During National Rural Hospital Week (November 16-20), FAH is celebrating the benefits telehealth has provided rural communities for years – and especially during the coronavirus pandemic.
At the beginning of the public health emergency (PHE), CMS issued regulatory waivers expanding the use of telehealth throughout the country. These waivers enabled providers to see patients in a secure way from the comfort and safety of their home. The elimination of certain regulatory restrictions has allowed more patients to seek care safely during the coronavirus pandemic.
Even before COVID-19, rural America was facing growing challenges to access both primary and specialty care. For example, often one comprehensive care facility will serve a large geographic region. Many patients have to travel over an hour for a routine doctor’s appointment – and could have to travel much further to seek specialty care. When available, telemedicine eliminates this geographic barrier and greatly lowers the bar for access to quality care. Telehealth – particularly as enabled by the COVID-19 regulatory waivers – enables hospitals to meet patients literally where they are, allowing for more tailored treatment.
The broad use of telehealth should be expanded and continued after the COVID-19 pandemic. According to a recent survey, 83% of patients say they are likely to use telemedicine after COVID-19. Additionally, 91% of respondents believe telemedicine would help with appointment and prescription adherence. The use of telemedicine is so widespread that more than 10.1 million Medicare beneficiaries have received a telehealth service since the start of the COVID-19 PHE.
A vast majority of hospitals use telemedicine. According to the American Hospital Association, 76% of hospitals connect with patients remotely. Congress should act to ensure every hospital and every patient have the resources necessary to connect via telehealth. Expanding rural broadband to less populated communities is an essential investment into the health of millions of Americans. Currently, telehealth projects in rural America are helping patients with everything from stroke care and cardiac rehabilitation to diabetes management and prevention.

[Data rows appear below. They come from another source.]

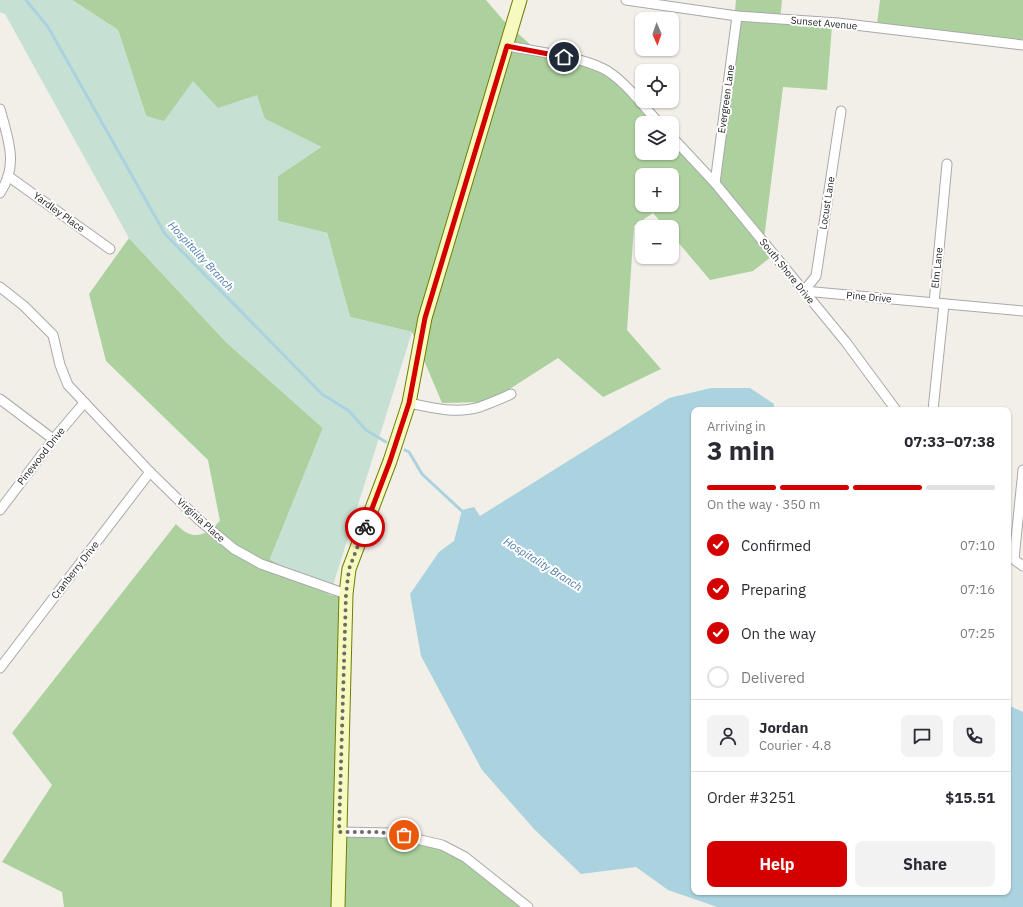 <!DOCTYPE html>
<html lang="en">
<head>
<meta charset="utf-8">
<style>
	:root { --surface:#fff; --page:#f2f2f3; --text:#2b2b33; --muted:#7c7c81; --line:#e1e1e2; --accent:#d40000 }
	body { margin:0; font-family:"IBM Plex Sans",sans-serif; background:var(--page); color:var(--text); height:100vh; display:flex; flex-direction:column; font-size:15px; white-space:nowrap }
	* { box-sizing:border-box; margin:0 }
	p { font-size:13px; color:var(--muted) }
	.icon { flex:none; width:22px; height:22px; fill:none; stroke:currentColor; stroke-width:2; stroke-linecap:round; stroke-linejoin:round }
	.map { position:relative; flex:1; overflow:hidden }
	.side { position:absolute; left:691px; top:407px; width:320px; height:488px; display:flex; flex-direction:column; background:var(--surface); border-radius:8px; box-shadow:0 1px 3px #0004 }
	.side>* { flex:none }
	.needle { width:26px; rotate:178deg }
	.buttons { position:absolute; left:635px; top:12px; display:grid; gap:8px }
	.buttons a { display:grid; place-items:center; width:44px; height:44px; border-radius:8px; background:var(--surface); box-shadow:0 1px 3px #0004; font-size:20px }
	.pin { position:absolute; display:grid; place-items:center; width:34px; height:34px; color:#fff; margin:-17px; border:2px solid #fff; border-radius:50%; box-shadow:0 1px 4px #0007 }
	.courier { position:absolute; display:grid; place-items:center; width:40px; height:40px; margin:-20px; border:3px solid #d40000; border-radius:50%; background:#fff; color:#222; box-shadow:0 1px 5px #0007 }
	.overview em { font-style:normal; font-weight:800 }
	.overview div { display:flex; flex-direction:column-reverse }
	.overview { display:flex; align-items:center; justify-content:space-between; height:68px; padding:0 16px }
	h1 { font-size:26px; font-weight:800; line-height:30px }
	.bar { display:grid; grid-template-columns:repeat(4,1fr); gap:6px 4px; align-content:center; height:48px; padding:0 16px }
	.bar i { height:5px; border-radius:3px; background:var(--line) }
	.bar .active { background:var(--accent) }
	.bar p { grid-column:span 4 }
	.line { display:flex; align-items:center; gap:10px; padding:0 16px; border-top:1px solid var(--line) }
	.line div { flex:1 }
	.round { display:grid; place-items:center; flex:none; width:42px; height:42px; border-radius:8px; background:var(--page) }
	ol { padding:0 16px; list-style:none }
	li { display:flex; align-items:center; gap:12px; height:44px }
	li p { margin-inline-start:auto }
	li .icon { padding:4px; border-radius:50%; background:var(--accent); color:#fff; stroke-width:4 }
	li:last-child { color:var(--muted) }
	li i { width:22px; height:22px; border:2px solid var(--line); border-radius:50% }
	.cta { display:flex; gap:8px; margin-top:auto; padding:8px 16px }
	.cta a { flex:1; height:46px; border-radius:8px; background:var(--accent); color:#fff; font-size:16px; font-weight:800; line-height:46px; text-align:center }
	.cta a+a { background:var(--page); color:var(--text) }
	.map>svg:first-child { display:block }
	.forest { fill:#add19e; fill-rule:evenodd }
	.wetland { fill:#c6e0d4 }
	.water { fill:#aad3df }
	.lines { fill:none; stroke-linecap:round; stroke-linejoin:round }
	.stream { stroke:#aad3df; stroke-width:3 }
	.street-casing { stroke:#a9a9a9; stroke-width:11 }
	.secondary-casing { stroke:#707d05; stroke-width:15 }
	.street { stroke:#fff; stroke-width:9 }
	.secondary { stroke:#f7fabf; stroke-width:13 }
	.done { stroke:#6b6a68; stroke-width:4; stroke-dasharray:0 7.2 }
	.route { stroke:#d40000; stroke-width:5 }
	.labels { text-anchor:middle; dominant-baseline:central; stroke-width:4; stroke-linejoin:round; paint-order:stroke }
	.street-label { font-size:10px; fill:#222; stroke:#fff }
	.water-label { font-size:11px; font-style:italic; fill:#4a7aab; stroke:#fff }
</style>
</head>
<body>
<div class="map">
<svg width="1023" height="907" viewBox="0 0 1023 907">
	<rect width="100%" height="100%" fill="#f2efe9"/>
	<g class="forest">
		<path d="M72,0H486L503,20L533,47L619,80L660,123H642V153H672V136L718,183L736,0H782L780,21L832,26L827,90L783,87L764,239L776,253L753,271L710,280L672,235V227H665L653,213L634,226L627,330L661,369L603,397L558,358L489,402L442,403L412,332L350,317L327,233L278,221V176L321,147L265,119L218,108L164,122L146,116L118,30ZM642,175H672V205H642Z"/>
		<polygon points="880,0 1023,0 1023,49 876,32"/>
		<path d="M129,238L226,342L323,428L270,559L330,595L352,599L347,833L455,846L531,907H64L62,892L2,862L52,785L12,733L176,524C193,542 205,536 220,521L208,460L106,361L89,294Z"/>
	</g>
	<polygon class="wetland" points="0,0 72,0 118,30 146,116 164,121 193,81 218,108 257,95 265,119 321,147 278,176 278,221 327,233 350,317 412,332 330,595 270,559 323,428 226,342 129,238 5,14 0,12"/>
	<polygon class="water" points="711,388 750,388 774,404 774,410 694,410 694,892 1008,892 1008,705 1023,712 1023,907 717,907 668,890 636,867 581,874 535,830 482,770 421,656 410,594 439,552 454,541 462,510 474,507 480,516 669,398"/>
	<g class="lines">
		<g class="stream">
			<polyline points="26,0 48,27 165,234 322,394 349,411 366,430 386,442"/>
			<polyline points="405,450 409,452 422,474 464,513"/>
		</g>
		<g class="street-casing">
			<g id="street">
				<polyline points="626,0 737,16 838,23 1023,45"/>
				<path d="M507,46C538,52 573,55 602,68C623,78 643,106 659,123"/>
				<path d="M0,109C8,139 19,165 0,193"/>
				<polyline points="672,137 715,183 845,341 896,410"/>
				<polyline points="8,176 110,249"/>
				<polyline points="715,183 737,16"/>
				<polyline points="0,287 24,306 53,335 60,365 68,385 150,472 199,520 234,549 261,564 346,594"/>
				<polyline points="804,291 1023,311"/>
				<polyline points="804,291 816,276 841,111"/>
				<polyline points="934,303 947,164"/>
				<polyline points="0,399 53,439"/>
				<path d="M409,403C432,408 457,414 480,407C490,403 501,399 511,394"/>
				<polyline points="933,410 944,304"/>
				<polyline points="0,510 56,436 84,403"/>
				<polyline points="1009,556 1023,566"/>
				<polyline points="1014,559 1023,470"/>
				<polyline points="0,668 150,472"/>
				<polyline points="339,832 391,833 442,845 465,857 528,907"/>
			</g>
		</g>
		<g class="secondary-casing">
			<polyline id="secondary" points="338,907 346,594 349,569 390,461 409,403 425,318 520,0"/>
		</g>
		<use href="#street" class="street"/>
		<use href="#secondary" class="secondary"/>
	</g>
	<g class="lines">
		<polyline class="done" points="365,527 349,569 346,594 339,832 378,832 404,835"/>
		<polyline class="route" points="365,527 390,461 409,403 425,318 507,46 564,57"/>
	</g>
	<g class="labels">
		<g class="street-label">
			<text transform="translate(824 23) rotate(5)">Sunset Avenue</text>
			<text transform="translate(726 99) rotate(-82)">Evergreen Lane</text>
			<text transform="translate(827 203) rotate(-81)">Locust Lane</text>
			<text transform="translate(59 212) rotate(36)">Yardley Place</text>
			<text transform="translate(937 268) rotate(-84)">Elm Lane</text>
			<text transform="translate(787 271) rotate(51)">South Shore Drive</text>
			<text transform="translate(869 297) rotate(5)">Pine Drive</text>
			<text transform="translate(41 456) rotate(-52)">Pinewood Drive</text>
			<text transform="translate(201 520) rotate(42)">Virginia Place</text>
			<text transform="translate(75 570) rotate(-52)">Cranberry Drive</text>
		</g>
		<g class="water-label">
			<text transform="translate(201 256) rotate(47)">Hospitality Branch</text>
			<text transform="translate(543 564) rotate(32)">Hospitality Branch</text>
		</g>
	</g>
</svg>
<div class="buttons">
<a><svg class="needle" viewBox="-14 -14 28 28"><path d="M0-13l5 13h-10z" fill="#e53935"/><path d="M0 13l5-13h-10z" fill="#7c7c81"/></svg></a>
<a><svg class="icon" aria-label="locate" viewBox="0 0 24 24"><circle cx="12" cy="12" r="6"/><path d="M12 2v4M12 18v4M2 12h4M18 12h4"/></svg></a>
<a><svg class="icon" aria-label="layers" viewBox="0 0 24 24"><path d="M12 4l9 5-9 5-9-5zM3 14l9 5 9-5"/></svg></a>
<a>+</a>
<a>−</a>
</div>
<div class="pin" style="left:404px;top:835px;background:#ea580c"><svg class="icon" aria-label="bag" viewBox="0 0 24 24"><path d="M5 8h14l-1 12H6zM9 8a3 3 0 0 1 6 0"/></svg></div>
<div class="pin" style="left:564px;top:57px;background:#1f2937"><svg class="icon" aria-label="home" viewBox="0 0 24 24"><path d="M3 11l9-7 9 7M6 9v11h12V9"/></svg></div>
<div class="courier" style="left:365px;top:527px"><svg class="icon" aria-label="bike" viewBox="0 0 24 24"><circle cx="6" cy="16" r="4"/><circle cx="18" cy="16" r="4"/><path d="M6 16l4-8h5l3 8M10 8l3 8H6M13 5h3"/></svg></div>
<section class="side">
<div class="overview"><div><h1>3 min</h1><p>Arriving in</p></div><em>07:33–07:38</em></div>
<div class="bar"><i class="active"></i><i class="active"></i><i class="active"></i><i></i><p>On the way · 350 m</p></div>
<ol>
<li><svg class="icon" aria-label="check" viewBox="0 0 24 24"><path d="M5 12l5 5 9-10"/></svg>Confirmed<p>07:10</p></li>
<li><svg class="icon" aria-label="check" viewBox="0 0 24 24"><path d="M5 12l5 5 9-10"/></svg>Preparing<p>07:16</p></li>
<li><svg class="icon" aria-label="check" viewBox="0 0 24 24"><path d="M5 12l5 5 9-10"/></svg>On the way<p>07:25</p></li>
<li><i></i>Delivered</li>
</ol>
<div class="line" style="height:72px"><a class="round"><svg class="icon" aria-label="person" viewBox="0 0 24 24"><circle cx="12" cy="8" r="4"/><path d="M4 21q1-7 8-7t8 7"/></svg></a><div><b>Jordan</b><p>Courier · 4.8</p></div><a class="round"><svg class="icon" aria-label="chat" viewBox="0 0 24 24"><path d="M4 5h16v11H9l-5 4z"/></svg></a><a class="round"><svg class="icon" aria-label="phone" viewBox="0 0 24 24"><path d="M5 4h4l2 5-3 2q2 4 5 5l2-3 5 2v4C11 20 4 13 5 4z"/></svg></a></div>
<div class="line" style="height:52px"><div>Order #3251</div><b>$15.51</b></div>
<div class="cta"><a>Help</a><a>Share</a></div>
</section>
</div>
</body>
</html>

At the start of the COVID-19 PHE, FAH member HCA Healthcare’s Sarah Cannon Cancer Care and Research Institute rapidly moved to telehealth to provide comprehensive survivorship care for cancer patients not on active treatment. Dr. Stephanie Graff said this move helped “ensure a safer experience for those patients still requiring infusion therapies for cancer care during the pandemic.”

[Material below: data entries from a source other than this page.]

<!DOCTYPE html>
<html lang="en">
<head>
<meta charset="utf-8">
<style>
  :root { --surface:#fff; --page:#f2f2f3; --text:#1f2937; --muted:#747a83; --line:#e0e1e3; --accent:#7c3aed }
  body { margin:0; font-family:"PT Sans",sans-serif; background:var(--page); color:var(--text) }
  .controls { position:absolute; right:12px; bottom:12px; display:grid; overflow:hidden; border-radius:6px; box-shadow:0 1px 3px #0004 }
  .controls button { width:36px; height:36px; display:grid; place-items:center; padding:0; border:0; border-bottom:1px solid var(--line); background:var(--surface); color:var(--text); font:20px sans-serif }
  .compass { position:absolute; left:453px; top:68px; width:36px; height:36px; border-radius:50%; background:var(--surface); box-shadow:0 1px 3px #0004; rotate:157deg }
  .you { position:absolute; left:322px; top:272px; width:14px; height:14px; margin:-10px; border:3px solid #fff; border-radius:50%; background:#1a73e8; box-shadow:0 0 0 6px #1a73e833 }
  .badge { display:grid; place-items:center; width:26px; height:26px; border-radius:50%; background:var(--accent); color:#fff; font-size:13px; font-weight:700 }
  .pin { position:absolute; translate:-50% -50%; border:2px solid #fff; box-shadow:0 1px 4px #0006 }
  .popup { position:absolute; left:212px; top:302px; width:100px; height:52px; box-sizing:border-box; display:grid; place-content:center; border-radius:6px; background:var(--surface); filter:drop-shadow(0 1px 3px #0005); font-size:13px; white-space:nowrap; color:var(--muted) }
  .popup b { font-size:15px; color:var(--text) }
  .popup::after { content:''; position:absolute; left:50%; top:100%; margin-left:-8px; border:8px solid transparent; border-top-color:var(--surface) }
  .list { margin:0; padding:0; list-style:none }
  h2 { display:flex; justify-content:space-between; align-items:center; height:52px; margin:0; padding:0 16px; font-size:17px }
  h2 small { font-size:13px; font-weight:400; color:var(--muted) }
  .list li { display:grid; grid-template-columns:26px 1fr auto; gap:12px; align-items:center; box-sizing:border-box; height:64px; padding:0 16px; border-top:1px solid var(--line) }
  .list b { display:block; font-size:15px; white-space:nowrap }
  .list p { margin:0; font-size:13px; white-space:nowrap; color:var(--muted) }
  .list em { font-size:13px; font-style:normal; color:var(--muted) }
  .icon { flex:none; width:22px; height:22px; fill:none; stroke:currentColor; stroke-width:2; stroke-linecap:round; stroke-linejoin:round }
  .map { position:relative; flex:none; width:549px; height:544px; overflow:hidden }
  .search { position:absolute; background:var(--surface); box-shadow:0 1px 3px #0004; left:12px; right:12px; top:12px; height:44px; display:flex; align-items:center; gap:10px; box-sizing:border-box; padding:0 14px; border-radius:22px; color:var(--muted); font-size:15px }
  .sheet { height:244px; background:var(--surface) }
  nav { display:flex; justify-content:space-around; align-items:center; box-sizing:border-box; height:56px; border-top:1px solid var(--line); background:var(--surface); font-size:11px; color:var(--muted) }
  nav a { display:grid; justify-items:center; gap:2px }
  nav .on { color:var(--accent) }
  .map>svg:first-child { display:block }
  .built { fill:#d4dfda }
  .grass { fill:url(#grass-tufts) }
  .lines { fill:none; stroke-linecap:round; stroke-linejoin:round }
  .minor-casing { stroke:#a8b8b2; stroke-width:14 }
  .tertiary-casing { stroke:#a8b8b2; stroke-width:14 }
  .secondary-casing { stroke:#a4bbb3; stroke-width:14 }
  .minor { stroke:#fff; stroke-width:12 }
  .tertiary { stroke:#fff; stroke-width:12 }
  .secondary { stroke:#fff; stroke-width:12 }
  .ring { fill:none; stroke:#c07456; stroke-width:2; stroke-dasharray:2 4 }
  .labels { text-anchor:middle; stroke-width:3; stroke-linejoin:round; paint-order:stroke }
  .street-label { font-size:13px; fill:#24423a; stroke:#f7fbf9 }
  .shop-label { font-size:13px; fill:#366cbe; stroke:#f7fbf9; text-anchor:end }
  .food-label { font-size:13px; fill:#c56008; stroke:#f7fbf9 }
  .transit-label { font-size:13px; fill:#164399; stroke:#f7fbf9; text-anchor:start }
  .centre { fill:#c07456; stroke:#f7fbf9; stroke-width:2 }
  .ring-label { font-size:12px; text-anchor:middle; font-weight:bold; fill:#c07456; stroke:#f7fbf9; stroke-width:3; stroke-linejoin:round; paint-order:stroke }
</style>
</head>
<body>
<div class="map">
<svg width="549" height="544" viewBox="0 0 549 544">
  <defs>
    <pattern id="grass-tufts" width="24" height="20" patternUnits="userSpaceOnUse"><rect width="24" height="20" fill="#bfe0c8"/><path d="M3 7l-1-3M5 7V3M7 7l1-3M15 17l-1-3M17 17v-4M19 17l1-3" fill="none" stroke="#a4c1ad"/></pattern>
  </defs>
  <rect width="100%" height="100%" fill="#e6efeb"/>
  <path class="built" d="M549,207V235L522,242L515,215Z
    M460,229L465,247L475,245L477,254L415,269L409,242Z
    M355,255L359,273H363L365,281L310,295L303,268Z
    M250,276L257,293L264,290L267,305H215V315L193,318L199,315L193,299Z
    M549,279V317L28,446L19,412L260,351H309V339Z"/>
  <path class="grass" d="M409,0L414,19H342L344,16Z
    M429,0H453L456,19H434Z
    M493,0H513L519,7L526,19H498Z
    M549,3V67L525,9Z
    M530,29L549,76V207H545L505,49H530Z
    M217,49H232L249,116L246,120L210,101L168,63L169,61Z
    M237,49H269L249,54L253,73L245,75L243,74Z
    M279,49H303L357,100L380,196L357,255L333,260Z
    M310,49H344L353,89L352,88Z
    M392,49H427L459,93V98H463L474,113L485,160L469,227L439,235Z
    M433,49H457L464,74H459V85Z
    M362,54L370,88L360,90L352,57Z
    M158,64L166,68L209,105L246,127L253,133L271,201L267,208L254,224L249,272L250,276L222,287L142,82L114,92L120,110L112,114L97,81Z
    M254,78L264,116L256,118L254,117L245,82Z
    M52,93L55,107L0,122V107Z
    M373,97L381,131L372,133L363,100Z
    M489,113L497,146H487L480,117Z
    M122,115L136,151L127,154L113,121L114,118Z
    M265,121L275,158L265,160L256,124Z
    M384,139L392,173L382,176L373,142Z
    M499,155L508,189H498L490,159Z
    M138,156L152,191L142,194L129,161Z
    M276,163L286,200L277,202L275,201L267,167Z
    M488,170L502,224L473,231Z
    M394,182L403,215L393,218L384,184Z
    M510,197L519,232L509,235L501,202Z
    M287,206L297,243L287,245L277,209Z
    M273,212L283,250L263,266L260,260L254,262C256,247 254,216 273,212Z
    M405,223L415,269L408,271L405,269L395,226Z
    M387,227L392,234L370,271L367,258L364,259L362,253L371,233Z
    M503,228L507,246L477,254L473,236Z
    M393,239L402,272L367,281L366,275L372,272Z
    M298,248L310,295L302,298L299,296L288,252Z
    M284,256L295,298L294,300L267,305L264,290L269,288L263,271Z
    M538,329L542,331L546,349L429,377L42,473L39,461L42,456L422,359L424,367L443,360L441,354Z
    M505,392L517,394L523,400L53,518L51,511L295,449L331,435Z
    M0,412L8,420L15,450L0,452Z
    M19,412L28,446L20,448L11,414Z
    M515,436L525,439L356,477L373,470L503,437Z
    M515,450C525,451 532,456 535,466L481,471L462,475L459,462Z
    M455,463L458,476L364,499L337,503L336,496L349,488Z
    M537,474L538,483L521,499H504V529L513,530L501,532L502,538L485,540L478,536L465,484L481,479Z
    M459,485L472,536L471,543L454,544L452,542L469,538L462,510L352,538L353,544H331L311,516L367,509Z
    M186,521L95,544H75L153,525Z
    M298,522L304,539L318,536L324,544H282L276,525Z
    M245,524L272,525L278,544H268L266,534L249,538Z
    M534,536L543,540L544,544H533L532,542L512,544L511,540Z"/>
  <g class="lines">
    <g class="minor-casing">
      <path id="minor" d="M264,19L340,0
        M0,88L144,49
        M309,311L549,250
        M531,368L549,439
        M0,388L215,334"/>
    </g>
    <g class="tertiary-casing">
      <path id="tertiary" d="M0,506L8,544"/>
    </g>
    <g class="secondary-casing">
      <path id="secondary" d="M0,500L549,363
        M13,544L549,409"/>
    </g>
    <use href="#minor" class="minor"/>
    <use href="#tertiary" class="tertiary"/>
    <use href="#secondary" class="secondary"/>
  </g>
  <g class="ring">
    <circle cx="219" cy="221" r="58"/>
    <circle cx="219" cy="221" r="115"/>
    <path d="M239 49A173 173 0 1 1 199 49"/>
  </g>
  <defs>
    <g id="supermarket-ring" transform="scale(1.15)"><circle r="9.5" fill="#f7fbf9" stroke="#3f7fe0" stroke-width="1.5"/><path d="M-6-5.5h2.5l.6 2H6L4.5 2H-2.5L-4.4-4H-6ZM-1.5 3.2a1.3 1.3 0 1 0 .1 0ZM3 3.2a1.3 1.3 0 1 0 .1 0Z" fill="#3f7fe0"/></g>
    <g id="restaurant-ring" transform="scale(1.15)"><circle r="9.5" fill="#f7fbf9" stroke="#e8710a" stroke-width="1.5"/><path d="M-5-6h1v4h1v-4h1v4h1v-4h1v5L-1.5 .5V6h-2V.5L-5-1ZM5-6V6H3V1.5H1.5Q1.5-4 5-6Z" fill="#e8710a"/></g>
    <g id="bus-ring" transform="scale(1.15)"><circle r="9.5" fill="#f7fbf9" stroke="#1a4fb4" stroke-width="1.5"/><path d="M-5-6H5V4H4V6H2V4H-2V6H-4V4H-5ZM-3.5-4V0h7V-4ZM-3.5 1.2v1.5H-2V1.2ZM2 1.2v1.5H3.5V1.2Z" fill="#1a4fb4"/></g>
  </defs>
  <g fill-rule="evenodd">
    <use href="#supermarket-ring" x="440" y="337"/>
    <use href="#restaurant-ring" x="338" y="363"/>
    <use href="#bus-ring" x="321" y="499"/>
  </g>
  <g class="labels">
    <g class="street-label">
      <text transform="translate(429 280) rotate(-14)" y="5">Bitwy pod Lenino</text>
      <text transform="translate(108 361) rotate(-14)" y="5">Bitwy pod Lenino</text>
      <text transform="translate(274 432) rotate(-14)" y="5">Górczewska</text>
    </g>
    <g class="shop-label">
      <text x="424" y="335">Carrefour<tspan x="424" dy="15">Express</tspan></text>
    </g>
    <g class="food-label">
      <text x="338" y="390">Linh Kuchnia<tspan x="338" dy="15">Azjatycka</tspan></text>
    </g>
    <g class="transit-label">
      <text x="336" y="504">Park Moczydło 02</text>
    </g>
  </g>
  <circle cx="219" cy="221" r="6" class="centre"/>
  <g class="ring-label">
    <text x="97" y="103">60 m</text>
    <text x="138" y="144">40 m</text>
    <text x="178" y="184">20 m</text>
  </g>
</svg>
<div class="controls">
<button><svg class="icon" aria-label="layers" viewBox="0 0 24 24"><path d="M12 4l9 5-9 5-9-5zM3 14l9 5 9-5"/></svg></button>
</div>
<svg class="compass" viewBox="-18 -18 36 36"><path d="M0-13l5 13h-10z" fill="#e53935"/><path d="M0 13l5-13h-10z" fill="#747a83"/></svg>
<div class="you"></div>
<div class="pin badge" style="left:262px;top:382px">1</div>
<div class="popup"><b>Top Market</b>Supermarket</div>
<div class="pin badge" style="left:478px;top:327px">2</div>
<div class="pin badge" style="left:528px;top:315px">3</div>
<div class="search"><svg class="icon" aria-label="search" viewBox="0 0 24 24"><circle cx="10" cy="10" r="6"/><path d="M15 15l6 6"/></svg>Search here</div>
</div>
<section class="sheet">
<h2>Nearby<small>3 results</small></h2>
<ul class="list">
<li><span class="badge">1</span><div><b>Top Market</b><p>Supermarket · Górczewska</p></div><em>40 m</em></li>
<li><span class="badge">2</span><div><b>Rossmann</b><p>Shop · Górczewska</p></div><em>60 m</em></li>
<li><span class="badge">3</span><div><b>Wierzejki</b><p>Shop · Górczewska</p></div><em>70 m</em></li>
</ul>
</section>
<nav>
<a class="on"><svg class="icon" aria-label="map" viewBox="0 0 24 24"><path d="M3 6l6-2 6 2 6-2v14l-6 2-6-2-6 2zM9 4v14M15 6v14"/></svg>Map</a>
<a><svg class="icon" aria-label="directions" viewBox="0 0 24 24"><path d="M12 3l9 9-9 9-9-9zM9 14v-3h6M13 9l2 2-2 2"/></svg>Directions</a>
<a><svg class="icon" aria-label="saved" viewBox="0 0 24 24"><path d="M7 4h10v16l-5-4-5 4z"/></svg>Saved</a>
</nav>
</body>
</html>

And while telehealth is an important service, Dr. Graff continued to say, “I also think that with the enhanced safety measures the health system has implemented that now is a great time to come in and get screening mammography and other routine health services addressed. I’m so proud of how our communities chose health and did hard things like shelter in place and socially distanced— I want them to keep choosing health. I want them to come in and do your cancer screenings and update their vaccines have blood pressure then cholesterol checked. So that no matter what the future throws at us we know the communities we serve are at their healthiest.”
Dr. Eric Lieberman of FAH member Tenet Florida Physician Services, a staff member at Delray Medical Center in Delray Beach, FL, and National Medical Director of Cardiology for Tenet Healthcare, ultimately saved the life of patient Bruce Lieberman (not related to Dr. Lieberman) by a telehealth visit early on in the coronavirus pandemic.
Dr. Lieberman met with Bruce via telehealth to discuss symptoms of chest tightness and shortness of breath. He quickly decided Bruce needed cardiac testing at the hospital. Upon arrival, doctors performed a heart catheterization to open up critical blood flow back into Bruce Lieberman’s heart – ultimately saving his life.
Telehealth has been a major success during the pandemic and a long-term success for rural communities. Whether during Rural Hospital Week or any other week, FAH continues to fight for funding in Congress to ensure that each and every rural community has access to reliable telemedicine services.